Come si vede, e senza per questo dover condividere la analisi/previsione, la questione posta da Del Noce è più ampia e complessa. Non va certamente banalizzata per giustificare fallimenti tattici e strategici del volenteroso Enrico Letta, che sono errori, miopie, lacune di un intero gruppo dirigente intriso di annosa autoreferenzialità arrogante e presuntuosa.
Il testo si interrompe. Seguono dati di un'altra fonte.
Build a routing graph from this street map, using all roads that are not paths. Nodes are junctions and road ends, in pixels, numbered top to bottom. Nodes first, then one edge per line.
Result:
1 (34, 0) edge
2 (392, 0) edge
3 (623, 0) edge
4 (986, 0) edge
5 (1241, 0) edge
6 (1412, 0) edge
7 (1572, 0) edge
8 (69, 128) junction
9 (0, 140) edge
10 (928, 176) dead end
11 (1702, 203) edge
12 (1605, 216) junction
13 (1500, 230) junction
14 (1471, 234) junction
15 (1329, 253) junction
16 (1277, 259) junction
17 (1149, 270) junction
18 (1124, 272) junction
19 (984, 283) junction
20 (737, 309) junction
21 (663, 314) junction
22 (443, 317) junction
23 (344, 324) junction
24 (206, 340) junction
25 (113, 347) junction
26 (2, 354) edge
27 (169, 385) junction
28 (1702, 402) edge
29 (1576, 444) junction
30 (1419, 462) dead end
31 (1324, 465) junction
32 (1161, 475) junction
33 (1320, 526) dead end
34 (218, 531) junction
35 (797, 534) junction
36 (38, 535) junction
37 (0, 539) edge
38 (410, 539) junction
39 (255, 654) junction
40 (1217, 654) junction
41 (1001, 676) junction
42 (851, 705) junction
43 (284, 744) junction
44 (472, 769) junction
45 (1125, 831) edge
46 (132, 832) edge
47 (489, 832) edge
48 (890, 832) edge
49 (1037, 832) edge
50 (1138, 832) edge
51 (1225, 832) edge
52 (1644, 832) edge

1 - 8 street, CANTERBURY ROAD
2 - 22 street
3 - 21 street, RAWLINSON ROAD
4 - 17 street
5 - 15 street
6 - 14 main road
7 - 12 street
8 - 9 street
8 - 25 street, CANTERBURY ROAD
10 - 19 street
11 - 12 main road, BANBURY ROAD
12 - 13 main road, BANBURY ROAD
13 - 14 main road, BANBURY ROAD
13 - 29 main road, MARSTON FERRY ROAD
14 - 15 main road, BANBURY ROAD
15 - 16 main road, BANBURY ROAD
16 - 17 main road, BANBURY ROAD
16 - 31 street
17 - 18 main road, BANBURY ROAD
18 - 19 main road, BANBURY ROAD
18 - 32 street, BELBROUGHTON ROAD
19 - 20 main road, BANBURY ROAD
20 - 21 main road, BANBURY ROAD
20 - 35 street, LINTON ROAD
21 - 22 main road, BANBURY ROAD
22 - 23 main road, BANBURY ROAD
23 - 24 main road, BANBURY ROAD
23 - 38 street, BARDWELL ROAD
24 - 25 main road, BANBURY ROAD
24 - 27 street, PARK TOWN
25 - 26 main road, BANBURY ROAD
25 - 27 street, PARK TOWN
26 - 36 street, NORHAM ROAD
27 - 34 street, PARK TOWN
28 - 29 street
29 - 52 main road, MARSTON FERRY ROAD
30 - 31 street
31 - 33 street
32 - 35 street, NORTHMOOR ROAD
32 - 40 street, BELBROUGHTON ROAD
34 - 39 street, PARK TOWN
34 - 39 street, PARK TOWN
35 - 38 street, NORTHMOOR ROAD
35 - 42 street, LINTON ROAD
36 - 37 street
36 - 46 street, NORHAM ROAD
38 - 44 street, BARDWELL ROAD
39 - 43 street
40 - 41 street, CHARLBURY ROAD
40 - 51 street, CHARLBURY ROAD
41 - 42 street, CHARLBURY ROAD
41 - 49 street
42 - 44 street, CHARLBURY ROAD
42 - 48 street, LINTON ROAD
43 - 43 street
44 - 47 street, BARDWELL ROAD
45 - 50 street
Accade che a Sesto San Giovanni, la Stalingrado d’Italia, Isabella Rauti prevalga su Emanuele Fiano. Ma da tempo Sesto San Giovanni è perduta. I disastri in Regioni sicure come Emilia-Romagne, Toscana, Umbria, Marche, da tempo erano annunciati, si avvertivano inquietanti scricchiolii e segni di cedimento; chi doveva ascoltare doveva e poteva capire. In questi anni ci si è chiesti, per esempio, chi erano gli iscritti alla CGIL dei tempi di Luciano Lama e questi di oggi di Maurizio Landini? Un raffronto è illuminante. Ma questa ‘evoluzione’ non la si deve certo perchè ai sacri testi del marxismo si sarebbe sostituita la psicanalisi o lo strutturalismo. I pragmatici emiliani, se voltano le spalle al ‘partito’ non è perchè i loro dirigenti in sezione invece di leggere ‘Che fare?‘ di Lenin si imbevono della rivoluzione sessuale di Reich. E più probabile che le ragioni del dissenso e della delusione affondino altrove (per inciso, Reich non è si trovi più facilmente in libreria).
E’ l’egemonia sprezzante e soffocante, la gestione del potere, il suo abuso, l’aver inseguito demagoghi e populisti sul loro terreno, che ha provocato e provoca un senso di ripulsa e rivolta.
Nei primi anni ’70, il PCI era timoroso che il suo ‘popolo’ votasse contro la legge Fortuna-Baslini sul divorzio, e non capiva che invece sarebbero stati gli elettori della DC e del MSI a voltare le spalle ai loro partiti; già allora avevano perso, nonostante le sezioni presenti accanto a ogni campanile, il contatto con il loro ‘popolo’, non lo capivano, non lo ascoltavano. A Letta e a tutti (TUTTI!) i suoi predecessori, andrebbe raccontato chi era Argentina Marchei. Sicuramente non lo sanno.
È stolto pensare che il PD sia diventato il partito di élite, perdendo fasce di elettorato popolare e settori sociali marginali che più hanno patito e patiscono le difficoltà della crisi economica, perchè i presunti valori tradizionali sarebbero stati sostituiti da diritti soggettivi quali testamento biologico, eutanasia, riforma carceraria, Lgbt, unioni e adozioni civili, jus soli. Questi diritti presunti soggettivi (sono invece di massa, tutto quello che riguarda la vita, la morte, il come vivere, non è questione di elite, ma di tutti nessuno escluso), si è ben compreso che li si trattava strumentalmente, artificiosamente, senza convinzione. E’ per questo che è venuta meno fiducia e consenso.
Presto per dare un giudizio sul dibattito all’interno del PD alle prime battute. Non è infondato il timore che tutto finisca col ridursi in sterili evocazioni, che non si sappia elaborare un programma credibile, ci siano fortissime resistenze a un rinnovamento dei quadri, si assista a un avvilente carosello di reciproche denigrazioni e lotte di faida interna.
Magari il PD riuscisse a trasformarsi il PRM (Partito Radicale di Massa) e liberarsi completamente delle passate incrostazioni e dei vecchi ‘vizi’, e acquisti contemporaneamente nuove ‘virtù’! Il problema è che non ce l’ha fatta finora, chissà se ce la farà in questa sua tormentata fase. Per ora nulla induce all’ottimismo.